** Exercise inputs follows **
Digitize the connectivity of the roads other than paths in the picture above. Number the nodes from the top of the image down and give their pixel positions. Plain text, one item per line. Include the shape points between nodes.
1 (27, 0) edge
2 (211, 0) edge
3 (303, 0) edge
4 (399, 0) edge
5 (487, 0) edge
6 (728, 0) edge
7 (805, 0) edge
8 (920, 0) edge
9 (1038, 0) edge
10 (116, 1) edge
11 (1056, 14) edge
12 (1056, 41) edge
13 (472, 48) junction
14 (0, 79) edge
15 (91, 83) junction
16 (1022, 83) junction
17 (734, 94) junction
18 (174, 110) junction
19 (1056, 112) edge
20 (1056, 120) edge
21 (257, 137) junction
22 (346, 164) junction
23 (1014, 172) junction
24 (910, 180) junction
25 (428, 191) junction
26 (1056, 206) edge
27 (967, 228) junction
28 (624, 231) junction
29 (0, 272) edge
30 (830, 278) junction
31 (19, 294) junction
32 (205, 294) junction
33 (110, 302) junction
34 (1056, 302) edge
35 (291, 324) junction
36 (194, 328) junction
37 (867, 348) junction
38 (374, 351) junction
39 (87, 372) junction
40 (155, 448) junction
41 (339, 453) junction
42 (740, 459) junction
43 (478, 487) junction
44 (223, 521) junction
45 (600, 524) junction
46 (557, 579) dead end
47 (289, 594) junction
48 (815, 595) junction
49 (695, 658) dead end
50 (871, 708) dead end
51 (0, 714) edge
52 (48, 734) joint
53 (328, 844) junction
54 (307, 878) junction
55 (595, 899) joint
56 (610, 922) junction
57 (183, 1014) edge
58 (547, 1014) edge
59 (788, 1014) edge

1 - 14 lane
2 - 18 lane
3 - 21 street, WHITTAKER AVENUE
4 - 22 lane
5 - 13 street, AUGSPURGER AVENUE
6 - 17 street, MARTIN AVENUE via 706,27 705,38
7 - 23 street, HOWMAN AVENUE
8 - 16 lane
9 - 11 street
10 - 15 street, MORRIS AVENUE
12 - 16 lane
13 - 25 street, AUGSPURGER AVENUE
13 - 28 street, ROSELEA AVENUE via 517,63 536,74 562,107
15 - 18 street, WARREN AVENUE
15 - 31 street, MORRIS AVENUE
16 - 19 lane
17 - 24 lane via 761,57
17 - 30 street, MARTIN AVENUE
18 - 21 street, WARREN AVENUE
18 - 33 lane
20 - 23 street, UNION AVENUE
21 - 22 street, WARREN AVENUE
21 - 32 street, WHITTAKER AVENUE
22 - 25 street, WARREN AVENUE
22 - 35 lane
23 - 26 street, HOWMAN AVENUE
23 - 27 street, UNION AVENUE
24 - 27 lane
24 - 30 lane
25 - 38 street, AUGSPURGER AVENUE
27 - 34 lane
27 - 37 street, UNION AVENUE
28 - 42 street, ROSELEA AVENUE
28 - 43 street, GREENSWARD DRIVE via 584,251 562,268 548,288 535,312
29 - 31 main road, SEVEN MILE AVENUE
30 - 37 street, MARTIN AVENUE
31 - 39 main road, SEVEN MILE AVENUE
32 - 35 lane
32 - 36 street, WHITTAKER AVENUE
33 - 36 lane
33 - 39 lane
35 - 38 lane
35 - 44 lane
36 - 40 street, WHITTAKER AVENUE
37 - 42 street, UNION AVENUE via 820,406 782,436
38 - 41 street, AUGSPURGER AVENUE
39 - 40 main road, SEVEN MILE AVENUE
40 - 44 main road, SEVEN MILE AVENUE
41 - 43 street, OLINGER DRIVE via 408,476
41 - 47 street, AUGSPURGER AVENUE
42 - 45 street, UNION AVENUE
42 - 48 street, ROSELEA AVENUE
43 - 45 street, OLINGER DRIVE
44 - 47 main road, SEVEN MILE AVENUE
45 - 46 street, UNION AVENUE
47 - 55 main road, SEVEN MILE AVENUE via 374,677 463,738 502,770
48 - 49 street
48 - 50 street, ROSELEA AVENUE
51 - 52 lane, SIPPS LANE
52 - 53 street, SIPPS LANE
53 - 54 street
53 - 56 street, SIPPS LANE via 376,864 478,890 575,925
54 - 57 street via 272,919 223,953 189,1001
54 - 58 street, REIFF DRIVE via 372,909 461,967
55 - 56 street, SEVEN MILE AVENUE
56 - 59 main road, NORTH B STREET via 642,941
** End of Exercise inputs **
- The task
Among the lines above, which ones hold the string "MORRIS"? Show them.

- Task result
10 - 15 street, MORRIS AVENUE
15 - 31 street, MORRIS AVENUE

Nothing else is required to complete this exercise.